Thursday 25 April 2013

Proposition 8 and Discrimination: Marriage on Trial at the Supreme Court

The point is that while discrimination against gays and lesbians as persons is inappropriate, discrimination against same-sex couplings may be entirely appropriate if the coupling does not meet the necessary conditions of marriage. If reasonable distinctions are found between a same-sex coupling and a marital union, such that the coupling does not qualify to enter matrimony, then Prop 8 does not discriminate unfairly.

Of course, to make a coherent case that Prop 8 does not discriminate wrongly requires us to consider further the definition of marriage. Walker regards marriage as something malleable—something that has evolved over time such that “gender is no longer relevant” and “no longer forms an essential part of marriage.”
But if that’s true, then, as Sherif Girgis, Ryan Anderson, and Robert George have argued persuasively, we may rightly ask just what remains relevant in marriage if gender is no longer relevant. In this view marriage is a social convention; there is nothing intrinsically valuable in it beyond its construction by human beings at any point in history.

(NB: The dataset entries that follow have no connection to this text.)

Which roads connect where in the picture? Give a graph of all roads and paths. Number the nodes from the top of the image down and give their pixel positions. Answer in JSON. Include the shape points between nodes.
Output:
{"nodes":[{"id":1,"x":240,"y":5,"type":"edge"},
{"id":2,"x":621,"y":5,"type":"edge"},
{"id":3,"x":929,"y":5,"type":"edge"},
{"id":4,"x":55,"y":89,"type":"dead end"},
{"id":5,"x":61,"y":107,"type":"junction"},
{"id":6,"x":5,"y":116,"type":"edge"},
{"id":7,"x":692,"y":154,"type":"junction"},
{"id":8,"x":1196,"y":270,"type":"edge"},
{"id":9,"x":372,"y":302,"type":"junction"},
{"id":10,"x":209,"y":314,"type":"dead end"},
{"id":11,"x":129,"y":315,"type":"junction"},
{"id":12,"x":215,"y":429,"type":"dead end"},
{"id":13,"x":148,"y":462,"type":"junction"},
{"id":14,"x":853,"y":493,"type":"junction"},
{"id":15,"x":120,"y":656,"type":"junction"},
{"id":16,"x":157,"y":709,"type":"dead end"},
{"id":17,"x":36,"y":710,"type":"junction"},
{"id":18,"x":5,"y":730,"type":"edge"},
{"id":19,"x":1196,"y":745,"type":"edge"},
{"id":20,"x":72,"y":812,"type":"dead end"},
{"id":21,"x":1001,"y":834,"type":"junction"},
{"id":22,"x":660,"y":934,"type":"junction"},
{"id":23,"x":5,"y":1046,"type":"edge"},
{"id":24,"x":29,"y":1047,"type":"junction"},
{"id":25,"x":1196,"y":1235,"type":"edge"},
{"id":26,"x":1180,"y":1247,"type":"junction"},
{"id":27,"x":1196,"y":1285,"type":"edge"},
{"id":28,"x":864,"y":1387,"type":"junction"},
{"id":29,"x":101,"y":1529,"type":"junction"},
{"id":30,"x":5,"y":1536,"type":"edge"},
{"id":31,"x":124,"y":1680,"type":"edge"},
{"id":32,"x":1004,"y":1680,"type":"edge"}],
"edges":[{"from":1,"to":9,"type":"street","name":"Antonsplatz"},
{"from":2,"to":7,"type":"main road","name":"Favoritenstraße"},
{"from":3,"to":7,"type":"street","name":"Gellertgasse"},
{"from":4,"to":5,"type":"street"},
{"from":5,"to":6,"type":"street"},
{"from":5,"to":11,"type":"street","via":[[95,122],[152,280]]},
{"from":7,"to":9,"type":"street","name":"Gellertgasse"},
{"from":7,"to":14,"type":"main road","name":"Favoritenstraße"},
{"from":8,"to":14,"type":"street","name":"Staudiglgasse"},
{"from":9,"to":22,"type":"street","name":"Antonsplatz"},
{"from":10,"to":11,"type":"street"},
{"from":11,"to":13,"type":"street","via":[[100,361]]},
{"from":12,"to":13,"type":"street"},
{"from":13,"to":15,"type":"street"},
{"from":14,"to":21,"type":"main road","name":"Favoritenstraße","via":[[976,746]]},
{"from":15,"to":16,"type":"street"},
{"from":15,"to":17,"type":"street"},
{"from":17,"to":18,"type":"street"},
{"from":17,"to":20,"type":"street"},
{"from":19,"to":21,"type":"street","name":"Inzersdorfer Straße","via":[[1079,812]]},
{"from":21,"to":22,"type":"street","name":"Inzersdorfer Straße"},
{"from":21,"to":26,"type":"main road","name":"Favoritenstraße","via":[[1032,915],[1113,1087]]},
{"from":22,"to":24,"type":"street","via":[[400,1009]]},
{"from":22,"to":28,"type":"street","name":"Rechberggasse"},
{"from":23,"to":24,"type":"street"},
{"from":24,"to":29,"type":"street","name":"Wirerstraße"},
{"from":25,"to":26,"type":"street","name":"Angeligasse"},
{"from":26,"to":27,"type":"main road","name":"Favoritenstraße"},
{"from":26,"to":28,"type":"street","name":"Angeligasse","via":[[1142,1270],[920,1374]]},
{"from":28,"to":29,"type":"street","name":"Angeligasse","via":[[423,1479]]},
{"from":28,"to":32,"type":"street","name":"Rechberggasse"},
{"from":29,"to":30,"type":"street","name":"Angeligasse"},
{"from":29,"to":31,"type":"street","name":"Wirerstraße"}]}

By contrast, in the historical view of marriage, it is a pre-political institution, an intrinsically valuable, basic human good rooted in human nature, not human will. As the Court said in Baker v. Nelson, “[t]he institution of marriage as a union of man and woman, uniquely involving the procreation and rearing of children within a family, is as old as the book of Genesis.”

Indeed, Aristotle noted that the very foundation of the polis is the coming together of man and woman to create a family—the first fruits of society. Conversely, he was highly critical of homosexual conduct, believing it to be harmful to individuals and to the public good.

Among the late classical pagan writers, Plutarch perhaps expresses best the intrinsic goodness of marriage. In the Solon, he notes the public good of marriage and has high praise for laws that encourage love, honor, equality, and chastity between the spouses. And in his Erotikos (Dialogue on Love), he elevates the qualities of marital love: the heterosexual reciprocity, the equal status of the spouses, and the unitary aspects of the marital union.

It should not be lost that the ancients in no way regarded marriage as a social convention. They recognized marriage as the cornerstone of civilization. Greg Koukl states it well: “The truth is, it is not culture that constructs marriages or the families that marriages begin. Rather, it is the other way around: Marriage and family construct culture. As the building blocks of civilization, families are logically prior to society as the parts are to the whole.”

What is prior to society, then, cannot be changed, reinvented, or redefined by society. Walker may view same-sex unions as a social construct, but his view of marriage as a social convention is at odds with history.